January 25, 2015

January 25, 2015
Don't Fall for These Three Hotel Scams

Welcome to another day in my life. Today is Sunday and I hope you are having a beary safe and great weekend. It is another busy weekend for Dab the AIDS Bear and me.

Since we travel around the world speaking at events, we stay at a lot of hotels. Having been in a lot of hotels, we have seen three hotel scams we would like to warn you in advance.

Many travelers view their hotel rooms as their safe place while visiting a new city. In their hotel room, they are invulnerable to the hustle and bustle, and are allowed to rest and relax after a day of adventuring. But even the most savvy of world travelers are unaware of the risks of sophisticated scams that start right inside your hotel room.

Even when we think we're the safest, danger always lurks around the corner. And because travelers are often looked at as an easy target, scam artists are always looking for the easy way to part a traveler from their money. Putting aside taxi scams for a moment (which can be relevant at hotels around the world), here are three hotel scams that you need to be prepared for as you travel.

Hotel Scam No. 1: Fake Hotel Food Delivery

It's not uncommon to find a number of menus in your hotel room for local dining options. And how many times have you come to your room to find a menu slid underneath the door? While the menu looks real, it may be a restaurant that doesn't exist at all.

Here's how the scam works: the scam artist creates and prints a menu that looks realistic. Once created, the menus are slid underneath the doors of hotel rooms, inviting guests of the hotel to order in at the end of the day. What guests don't know is that the restaurant doesn't exist. When a guest places the order, they will be asked to pay for their order by credit card. The food never comes, and the scam artists get away with the guest's credit card information.

Before you decide to order in, make sure that your restaurant actually exists. A simple internet search of restaurants in the area of your hotel will give you plenty of dining options. And if you have any doubt, ask the front desk if there are any restaurants that deliver to the hotel - they should be happy to provide you the menus from several local restaurants.

Hotel Scam No. 2: Fake Front Desk Charges

Many high quality hotels are trained to make a phone call to your room 15 minutes after your check-in, just to make sure that your room is perfect.

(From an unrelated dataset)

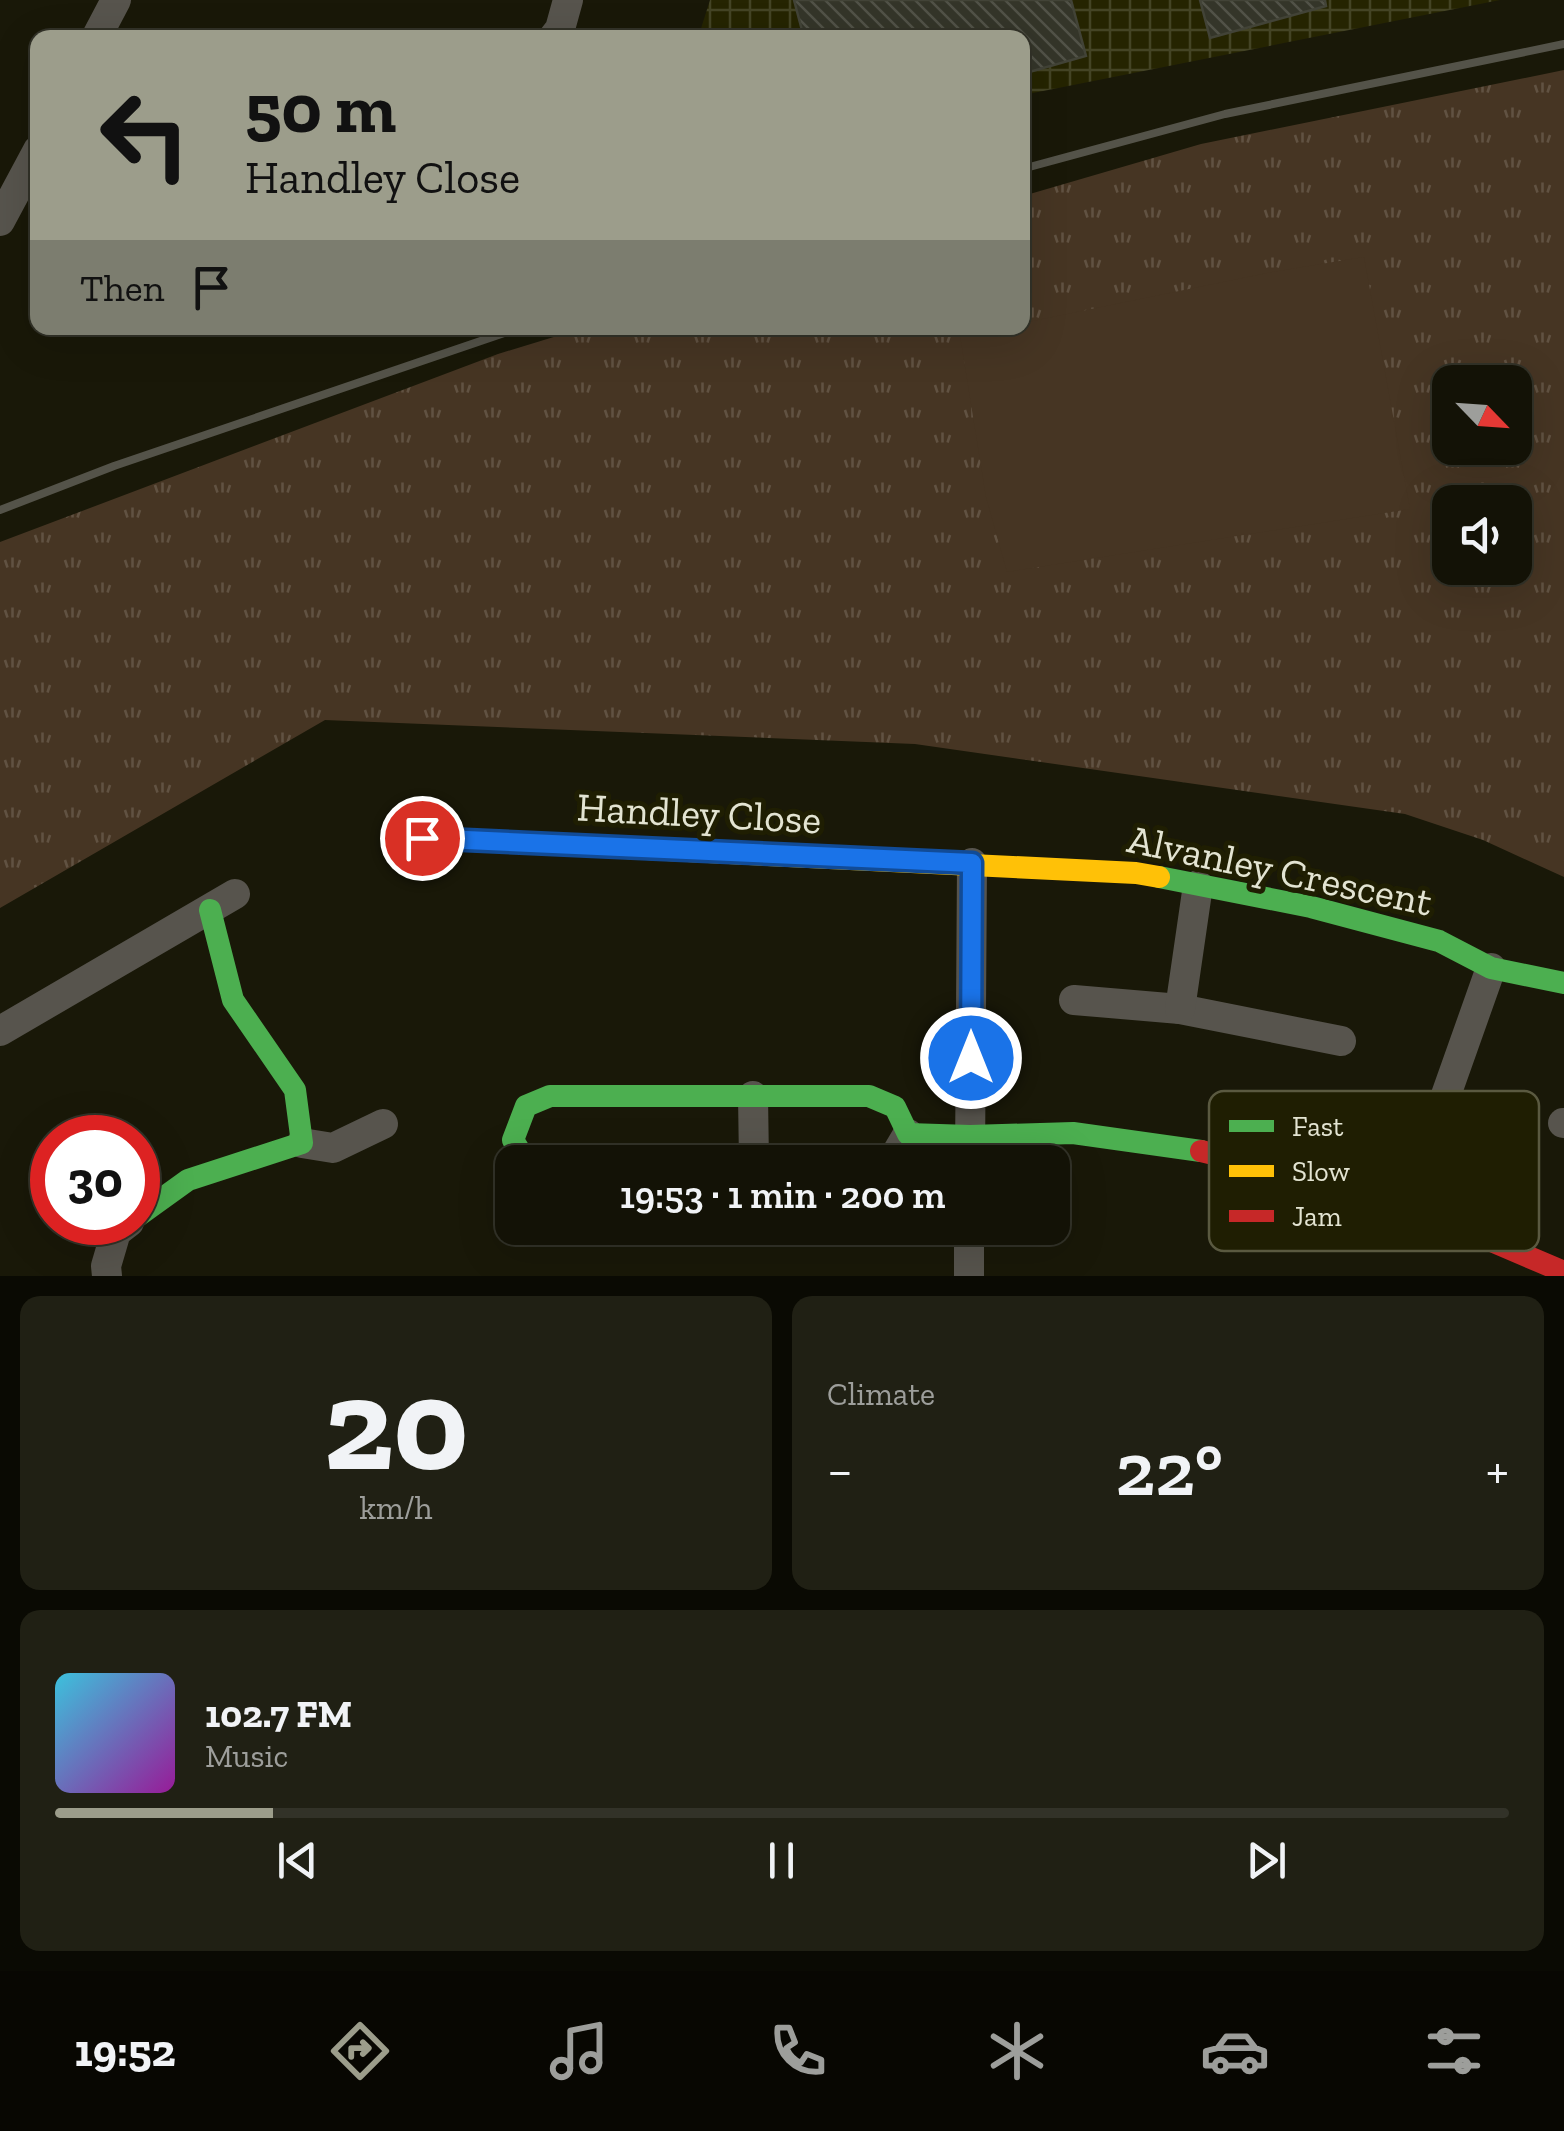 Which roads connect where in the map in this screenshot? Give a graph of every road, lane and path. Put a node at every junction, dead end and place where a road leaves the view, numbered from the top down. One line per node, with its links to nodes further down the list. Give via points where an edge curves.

But have you ever gotten a call from the front desk with another issue?

Although it's becoming less common, the front desk call scam can still be a problem - especially in developing parts in the world. It starts when you get a call to your room phone from someone claiming to be at your hotel's front desk. Often times, they will claim that the hold on your card was declined, and they need to re-verify your credit card number. As a convenience, they are more than happy to take your credit card information over the phone, so that you can go back to your vacation in progress.

A real member of your hotel's staff should never ask for credit card information over the phone. Should you get a phone call about a credit card problem, never give the calling party any information. Instead, always offer to come down to the front desk to sort it out. If the caller insists that it must be taken care of immediately, then simply hang up, and either call or walk down to the hotel front desk.

Hotel Scam No. 3: "Free" WiFi Connections

Nobody enjoys paying for wifi internet access at their hotels. Which makes the "Free WiFi" hotspot popup even more tempting.

A growing problem, wifi "skimming" is a new scam that targets you through the promise of free internet access. Common at hotels and other public places, like coffee shops and bus stations, the scam works by setting up a "free" wifi hotspot - usually aptly named to get your attention. Though the internet connection will be free to access, your data can route through several points, including a scam artist's computer. Because they are hosting the connection, they can see all data you transmit through their wifi signal - including websites, usernames, and passwords used during your session.

Before you connect to a network, make sure that it is a legitimate network. Many networks will be secure, and require you to have a password to access. Other secure networks will usually have the name of the property or hotel chain in the network ID, and will advertise their wifi network on printed materials. Be sure to ask which is the preferred network at your hotel, and how you can access it once you're there.

Keeping yourself safe from common hotel scams simply takes a little know-how of what to be aware of. By knowing the scammer's tricks, you can worry less about losing your data, and focus on having a great trip.

Hope you have a beary safe and great Sunday!